Alpine’s Fernando Alonso has publicly asked for external help, particularly that of the FIA to avoid the gentleman’s agreement controversy faced during qualifying at the Austrian Grand Prix, where he was forced to slow down on a flying lap.
In Austria, FIA Race Director Michael Masi clarified that it is sanctionable to unnecessarily slow down in Turns 9 and 10, while other drivers, such as Daniel Ricciardo and Nikita Mazepin have raised concerns over the gentleman’s agreement about slowing down before a flying lap.
Alonso has also called for more stringent enforcement of the rules as there still exists a slippery slope when it comes to the interpretation of the rules and the awarding of penalties.

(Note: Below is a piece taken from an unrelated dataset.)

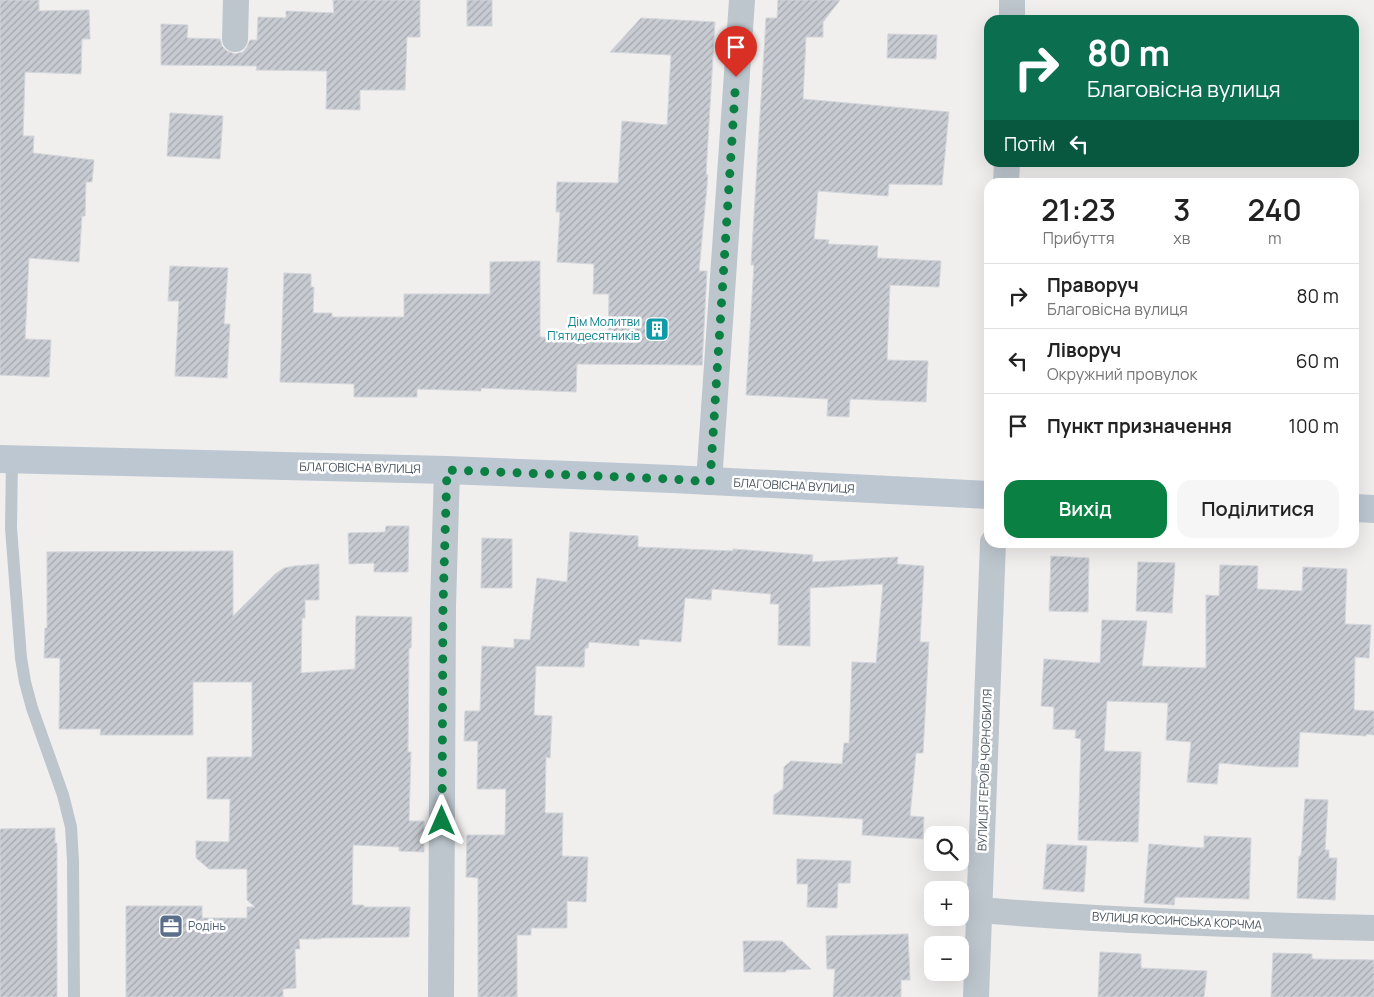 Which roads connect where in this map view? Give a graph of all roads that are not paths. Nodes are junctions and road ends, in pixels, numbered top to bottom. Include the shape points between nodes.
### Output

“If it’s written that you cannot do one thing and you do it, then you get a penalty – so that is clear for everybody,” Alonso said. He has also suggested a system for preventing any incidents due to this reason, something he noticed in Baku.
“So basically, how you exit the pitlane in that position, you will end up starting the lap in that position because we all have the same delta time,” he explained. “So then there are no more tricks or no more overtaking you see in out laps or anything like that because we will have to respect the same delta. Maybe that’s another system that can help us for sure.”
However, Alonso has expressed that he understands the team’s perspective and that drivers will want to be as competitive as possible. He has also said that it is precisely why there exists a need for external help, through the FIA.
“Because the teams, they deal with tire performance, with battery performance, with everything that is on the competitive side,” Alonso commented. “But on the safety side, and on the regulation side, we cannot put everything on the team’s table, because they are always looking about competitiveness. So maybe we need help from the FIA.”
Alonso was not the only one with something to say regarding the gentleman’s agreement in Austria as Ricciardo commented on the controversy, saying that it was partly down to the nature of the short lap itself.
“There were some who would overtake like around Turn 9, and, let’s say, get track position, and I think by then, it’s just a bit of a code that once you kind of at that point, you shouldn’t,” said Ricciardo.
“But I think it was clear what we needed to do I guess what I’m talking about, it’s probably a bit of a separate thing.”
Haas’ Mazepin has also commented on the matter, calling out how big drivers get away with such behavior scot-free. Mazepin was criticized earlier in the season for breaking the gentleman’s agreement in qualifying.
“F1 is a very double-faced world. If you’ve got a big name with loads of championships under your belt, your actions are less criticized than if you don’t,” Mazepin added. “And what I’ve seen happen in Q2 is the exact opposite. Every driver is a human, they can get caught out and they’ve been caught out.
“Everyone just needs to apply the same rules to each other, and then it will be a happy place,” he concluded.